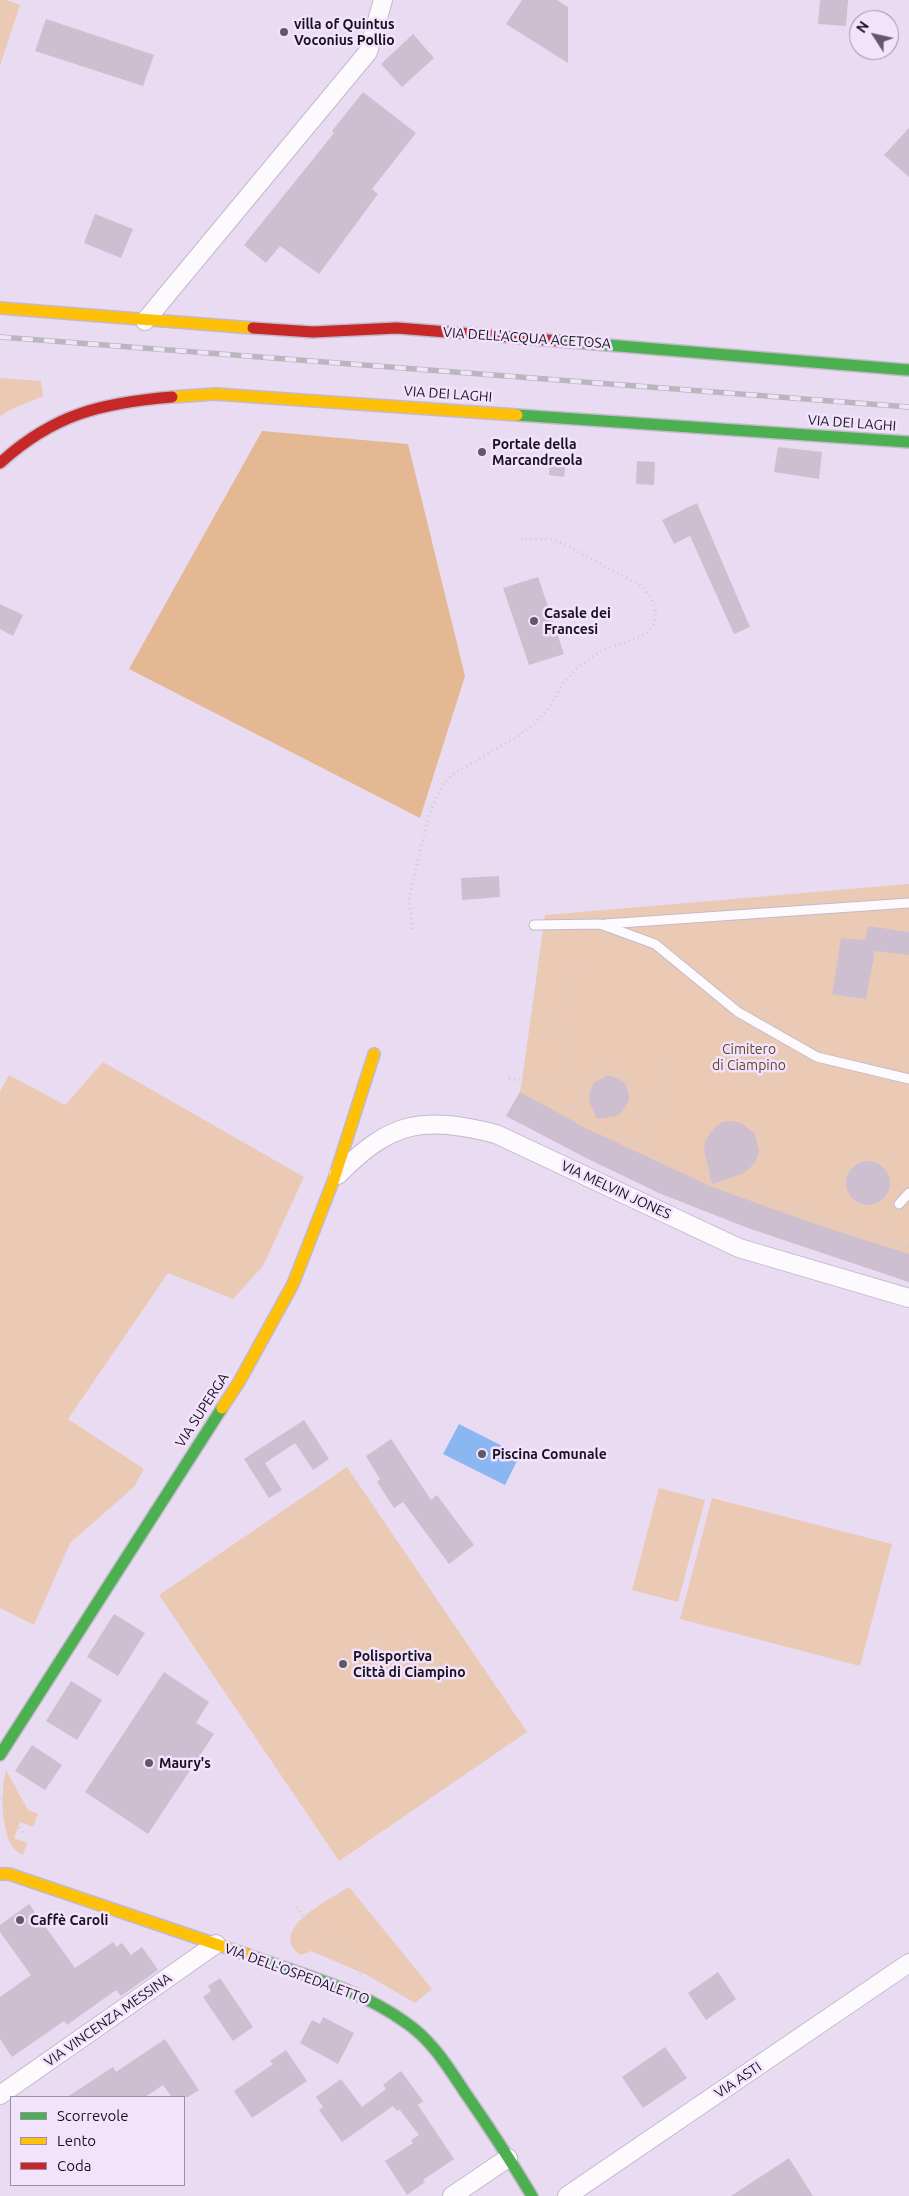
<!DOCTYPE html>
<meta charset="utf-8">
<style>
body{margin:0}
#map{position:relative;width:909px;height:2196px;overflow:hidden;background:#e9dbf2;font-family:Ubuntu,sans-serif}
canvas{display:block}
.legend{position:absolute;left:10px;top:2096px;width:175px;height:90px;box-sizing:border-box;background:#f2e3fd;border:1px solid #9c8fa5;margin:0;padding:6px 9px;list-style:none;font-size:15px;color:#1a1120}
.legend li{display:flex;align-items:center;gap:10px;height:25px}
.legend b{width:25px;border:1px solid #9c8fa5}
.north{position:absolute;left:849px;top:10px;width:50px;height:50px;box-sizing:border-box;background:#f2e3fd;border:1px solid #9c8fa5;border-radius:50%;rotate:305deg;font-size:14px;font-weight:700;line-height:20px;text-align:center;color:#1a1120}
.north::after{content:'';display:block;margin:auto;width:18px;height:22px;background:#62586a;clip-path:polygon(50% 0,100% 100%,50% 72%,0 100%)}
</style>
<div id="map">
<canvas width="909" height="2196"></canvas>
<ul class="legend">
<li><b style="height:6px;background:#4caf50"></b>Scorrevole</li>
<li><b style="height:6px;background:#ffc107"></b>Lento</li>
<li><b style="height:6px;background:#c62828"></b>Coda</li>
</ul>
<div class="north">N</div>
</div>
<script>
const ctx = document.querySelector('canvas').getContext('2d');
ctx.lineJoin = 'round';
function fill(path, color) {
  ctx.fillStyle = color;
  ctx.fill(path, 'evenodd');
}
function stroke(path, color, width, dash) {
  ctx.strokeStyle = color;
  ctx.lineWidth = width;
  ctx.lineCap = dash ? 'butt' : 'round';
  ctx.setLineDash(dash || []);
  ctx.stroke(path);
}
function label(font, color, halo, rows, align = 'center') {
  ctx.font = font + ' Ubuntu,sans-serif';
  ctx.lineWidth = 5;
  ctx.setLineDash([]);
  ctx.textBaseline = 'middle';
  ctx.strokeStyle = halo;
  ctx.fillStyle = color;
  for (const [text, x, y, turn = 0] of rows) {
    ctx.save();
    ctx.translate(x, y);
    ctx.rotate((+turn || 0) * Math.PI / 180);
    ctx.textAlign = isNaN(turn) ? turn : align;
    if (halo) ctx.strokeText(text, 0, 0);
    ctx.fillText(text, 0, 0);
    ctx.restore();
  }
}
fill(new Path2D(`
 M0,0H6L20,5L0,66Z
 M0,378L41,381L43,396L12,409L0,416Z
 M909,884V1282L748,1228L659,1193L506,1116L520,1092L522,1080L545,915Z
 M103,1062L304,1177L263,1266L233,1299L168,1273L68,1419L144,1469L134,1487L70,1543L34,1625L0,1608V1092L9,1075L65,1105Z
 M347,1467L527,1732L339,1861L159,1595Z
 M659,1488L705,1500L678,1602L632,1590Z
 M712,1498L892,1544L860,1666L680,1619Z
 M6,1770L28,1810L38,1814L33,1827L20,1822L14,1838L27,1843L23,1855C0,1847 0,1792 6,1770Z
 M349,1887L432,1989L415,2003L367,1975L311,1951L301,1955C265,1930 331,1899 349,1887Z`), '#ebcab5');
fill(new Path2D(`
 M262,431L408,444L465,676L420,818L129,669Z`), '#e3b892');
fill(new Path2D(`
 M459,1424L520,1455L505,1485L443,1454Z`), '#8ab7f2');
fill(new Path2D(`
 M522,0H557L568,7V63L506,24Z
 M820,0H848L846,26L818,24Z
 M46,19L154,55L143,86L35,51Z
 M413,34L434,58L402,87L381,64Z
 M363,92L416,133L372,189L378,194L319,274L280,246L266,263L244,245L334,133L332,131Z
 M909,128V177L884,155Z
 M95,214L133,229L121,258L84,243Z
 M778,447L822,452L819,479L774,472Z
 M550,459L566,461L564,477L549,475Z
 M637,461L655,462L654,485L636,484Z
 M697,503L750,627L734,634L690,536L674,544L662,520Z
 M538,577L564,654L529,665L503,588Z
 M0,604L23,615L13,636L0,629Z
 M499,876L500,897L462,900L461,878Z
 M868,926L909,932V955L875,951L866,999L832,994L841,938L865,940Z
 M606,1076H612L624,1082L629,1094V1101L622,1112L616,1116L597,1119L589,1101V1094L594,1083Z
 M520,1092L577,1123H575L712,1187L821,1226L909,1254V1282L748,1228L659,1193L588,1159L506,1116Z
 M732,1121L741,1123L755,1134L759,1151L756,1160L751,1167L744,1173L712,1184L704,1150L705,1141L715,1127L723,1122Z
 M846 1183a22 22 0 1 1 44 0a22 22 0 1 1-44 0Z
 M304,1420L329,1459L313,1470L295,1443L265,1463L282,1490L269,1498L244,1459Z
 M391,1439L431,1500L437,1495L474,1545L449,1564L403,1502L394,1508L377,1482L380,1479L366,1456Z
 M114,1614L145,1633L118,1676L87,1657Z
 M164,1672L209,1702L196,1723L214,1734L148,1834L85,1792Z
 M71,1681L102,1700L77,1740L46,1721Z
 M32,1745L62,1765L45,1790L15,1771Z
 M29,1904L75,1968L113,1942L116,1947L122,1943L131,1955L142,1947L158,1970L121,1996L116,1990L67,2025L64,2021L12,2057L0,2039V1997L31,1975L0,1932V1925Z
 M718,1972L736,1999L706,2020L688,1993Z
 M220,1978L253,2027L233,2041L203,1997L211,1991L208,1986Z
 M323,2017L354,2033L338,2064L300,2043L312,2020L320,2024Z
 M165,2039L199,2090L188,2097H172L163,2085L145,2097H67L113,2067L116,2072Z
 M665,2047L687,2078L643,2108L622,2077Z
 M286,2050L307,2081L252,2118L234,2091L273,2064L270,2061Z
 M401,2071L423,2101L418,2105L454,2159L423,2180L425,2182L407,2195L385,2161L413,2143L411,2140L419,2135L399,2109L397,2111L393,2106L342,2142L319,2110L323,2107L316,2097L341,2079L362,2107L386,2089L383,2085Z
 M789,2158L813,2196H731Z`), '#cdbfd0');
const lane = new Path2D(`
 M605,924L909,903
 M534,925L600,924L655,944L738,1012L817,1057L909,1079
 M899,1204L909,1193`);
const street = new Path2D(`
 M145,321L368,52L383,0
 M338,1175C392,1120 423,1116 496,1134L739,1248L909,1298
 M0,2095L216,1944
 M452,2196L508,2158
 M567,2196L909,1963`);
const fast = new Path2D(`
 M559,341L909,370
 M517,415L909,442
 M0,1755L222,1408
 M248,1955C301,1974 359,1989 405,2022C432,2040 448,2067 466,2094C489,2127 511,2161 532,2196`);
const slow = new Path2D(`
 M0,308L253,328
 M172,397L215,394L517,415
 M222,1408L239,1382L293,1284L334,1179L374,1054
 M0,1874H9L248,1955`);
const jam = new Path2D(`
 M253,328L313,332L397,328L559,341
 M0,463C54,414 101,403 172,397`);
stroke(lane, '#c4b9cb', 11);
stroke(street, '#c4b9cb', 20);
stroke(fast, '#c4b9cb', 14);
stroke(slow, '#c4b9cb', 14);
stroke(jam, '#c4b9cb', 14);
stroke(new Path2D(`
 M413,929L409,898L429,814L443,785L453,774L518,736L534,724L550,707L563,683L578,667L599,652L646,634L654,623L656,612L652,601L643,587L562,543L549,539H521
 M571,1077L556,1018L570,999L576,972
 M553 1092a15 15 0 1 1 30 0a15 15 0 1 1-30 0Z
 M509,1078L555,1086
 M579,1082L603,1069L623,1076L653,1116
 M575,1105L584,1118L695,1174L873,1237L909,1246
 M638,1146L653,1116L671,1086L666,1072L670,1058
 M873,1237L891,1214
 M0,1798L23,1833
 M297,1907L315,1932L339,1943L364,1964L360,1975`), '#cfcbd1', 3, [1, 4]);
stroke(lane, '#fcfafd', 9);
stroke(street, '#fcfafd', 18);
stroke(fast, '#4caf50', 11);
stroke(slow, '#ffc107', 11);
stroke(jam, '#c62828', 11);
const rail = new Path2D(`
 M0,337L909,407`);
stroke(rail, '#bab7bc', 5.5);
stroke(rail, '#f2e3fd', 4, [11]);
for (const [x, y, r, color] of [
 [284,32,5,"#62586a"],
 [482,452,5,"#62586a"],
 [534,621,5,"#62586a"],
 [482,1454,5,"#62586a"],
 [343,1664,5,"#62586a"],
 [149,1763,5,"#62586a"],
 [20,1920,5,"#62586a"]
]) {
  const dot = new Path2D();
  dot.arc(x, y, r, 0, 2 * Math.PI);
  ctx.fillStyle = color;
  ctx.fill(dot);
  stroke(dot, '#f2e3fd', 2);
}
label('bold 14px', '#1a1120', '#f2e3fd', [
 ["villa of Quintus",294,24],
 ["Voconius Pollio",294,40],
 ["Portale della",492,444],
 ["Marcandreola",492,460],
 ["Casale dei",544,613],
 ["Francesi",544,629],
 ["Piscina Comunale",492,1454],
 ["Polisportiva",353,1656],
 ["Città di Ciampino",353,1672],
 ["Maury's",159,1763],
 ["Caffè Caroli",30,1920]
], 'left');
label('14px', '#1a1120', '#f2e3fd', [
 ["VIA DELL'ACQUA ACETOSA",527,338,4],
 ["VIA DEI LAGHI",448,394,4],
 ["VIA DEI LAGHI",852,423,4],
 ["VIA MELVIN JONES",616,1190,25],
 ["VIA SUPERGA",202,1410,-57],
 ["VIA DELL'OSPEDALETTO",297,1974,20],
 ["VIA VINCENZA MESSINA",108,2020,-35],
 ["VIA ASTI",738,2080,-34]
]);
label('14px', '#654925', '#f2e3fd', [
 ["Cimitero",749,1049],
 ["di Ciampino",749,1065]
]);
</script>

EXERCISE — Your answer should consist of the lines from the material that contain "strokeStyle".

SOLUTION FOR THIS PROBLEM —
  ctx.strokeStyle = color;
  ctx.strokeStyle = halo;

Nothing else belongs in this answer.